While most puzzles were tested at a desk, the GPS challenge demanded real-world conditions, and quickly became the most technically unpredictable part of the system.
Early implementations relied on blocking serial reads to capture a full NMEA sentence (e.g., “$GPRMC,…\r\n”). This led to severe bugs: the system would freeze waiting for a message, or display corrupted/incomplete coordinate data if a partial sentence was parsed.
To fix this, I rewrote the serial handling using an interrupt-driven ring buffer. Each character from the GPS module was read non-blocking via UART and stored until a full sentence was detected (\r\n). A gps_ready flag marked when a complete message was available. This allowed the game loop to remain responsive while waiting for valid GPS data in the background.
Parsing the GPS stream was also trickier than expected. Multiple sentence types ($GPGGA, $GPRMC) arrived in unpredictable order. Fields could shift depending on the sentence type, and many fields (like coordinates) would be left blank until a satellite fix was acquired.

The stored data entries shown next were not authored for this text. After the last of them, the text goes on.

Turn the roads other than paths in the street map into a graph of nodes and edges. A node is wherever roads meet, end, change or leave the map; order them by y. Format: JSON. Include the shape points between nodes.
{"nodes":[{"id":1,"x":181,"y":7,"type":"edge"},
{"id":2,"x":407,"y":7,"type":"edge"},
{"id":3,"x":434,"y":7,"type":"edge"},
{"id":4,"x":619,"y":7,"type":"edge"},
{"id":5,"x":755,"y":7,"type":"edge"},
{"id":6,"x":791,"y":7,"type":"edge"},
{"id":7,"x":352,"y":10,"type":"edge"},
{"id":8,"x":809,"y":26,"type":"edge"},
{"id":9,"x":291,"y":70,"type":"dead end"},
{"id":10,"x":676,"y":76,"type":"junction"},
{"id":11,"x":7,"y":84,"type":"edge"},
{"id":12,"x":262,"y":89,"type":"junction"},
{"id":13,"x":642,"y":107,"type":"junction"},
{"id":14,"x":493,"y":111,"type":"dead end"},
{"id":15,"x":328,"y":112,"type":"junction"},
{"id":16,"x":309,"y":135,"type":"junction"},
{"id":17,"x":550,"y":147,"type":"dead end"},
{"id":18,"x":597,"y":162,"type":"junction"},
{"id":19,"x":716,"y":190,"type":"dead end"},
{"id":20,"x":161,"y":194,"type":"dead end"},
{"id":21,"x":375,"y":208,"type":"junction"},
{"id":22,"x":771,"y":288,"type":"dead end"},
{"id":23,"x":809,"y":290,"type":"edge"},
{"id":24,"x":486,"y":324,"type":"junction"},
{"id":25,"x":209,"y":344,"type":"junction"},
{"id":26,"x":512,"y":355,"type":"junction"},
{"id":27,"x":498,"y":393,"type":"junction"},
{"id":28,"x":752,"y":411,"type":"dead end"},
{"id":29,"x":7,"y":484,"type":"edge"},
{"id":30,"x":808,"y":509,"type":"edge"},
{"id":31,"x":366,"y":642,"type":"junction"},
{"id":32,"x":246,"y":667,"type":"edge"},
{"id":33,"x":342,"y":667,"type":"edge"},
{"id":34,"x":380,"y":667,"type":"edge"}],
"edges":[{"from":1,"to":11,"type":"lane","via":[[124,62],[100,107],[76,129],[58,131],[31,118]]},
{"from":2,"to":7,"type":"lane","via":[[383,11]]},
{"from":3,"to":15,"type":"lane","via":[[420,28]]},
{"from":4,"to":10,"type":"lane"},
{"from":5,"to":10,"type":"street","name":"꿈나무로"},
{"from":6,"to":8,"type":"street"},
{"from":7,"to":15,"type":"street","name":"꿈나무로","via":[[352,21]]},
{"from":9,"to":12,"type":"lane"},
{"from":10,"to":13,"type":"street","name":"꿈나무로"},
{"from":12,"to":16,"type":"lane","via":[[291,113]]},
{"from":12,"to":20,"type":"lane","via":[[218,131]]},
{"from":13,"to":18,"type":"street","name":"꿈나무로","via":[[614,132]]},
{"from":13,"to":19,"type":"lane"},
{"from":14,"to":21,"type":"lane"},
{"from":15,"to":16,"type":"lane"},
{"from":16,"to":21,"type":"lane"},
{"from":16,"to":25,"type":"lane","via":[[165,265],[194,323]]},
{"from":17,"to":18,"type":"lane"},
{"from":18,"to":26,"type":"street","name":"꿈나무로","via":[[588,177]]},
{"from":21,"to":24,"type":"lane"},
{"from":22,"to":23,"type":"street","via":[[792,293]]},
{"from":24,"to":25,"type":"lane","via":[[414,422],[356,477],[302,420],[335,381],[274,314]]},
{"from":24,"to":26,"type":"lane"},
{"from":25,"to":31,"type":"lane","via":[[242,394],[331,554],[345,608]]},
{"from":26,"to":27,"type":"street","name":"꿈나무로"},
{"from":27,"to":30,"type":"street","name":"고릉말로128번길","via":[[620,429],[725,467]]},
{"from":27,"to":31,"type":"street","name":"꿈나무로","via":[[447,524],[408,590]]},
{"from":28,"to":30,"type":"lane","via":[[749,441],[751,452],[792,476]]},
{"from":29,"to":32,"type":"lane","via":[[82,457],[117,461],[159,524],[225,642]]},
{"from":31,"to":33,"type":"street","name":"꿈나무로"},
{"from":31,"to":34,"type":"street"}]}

To handle this, I wrote a robust parser that accepted both sentence types, extracted latitude and longitude fields based on sentence format, and ignored invalid or zeroed-out coordinates until a fix was confirmed.
Because GPS reception was unreliable indoors, I often had to test outside. The most reliable results came from standing on top of a parking garage, holding the project box like a handheld scanner while watching the LCD slowly update with raw GPS data.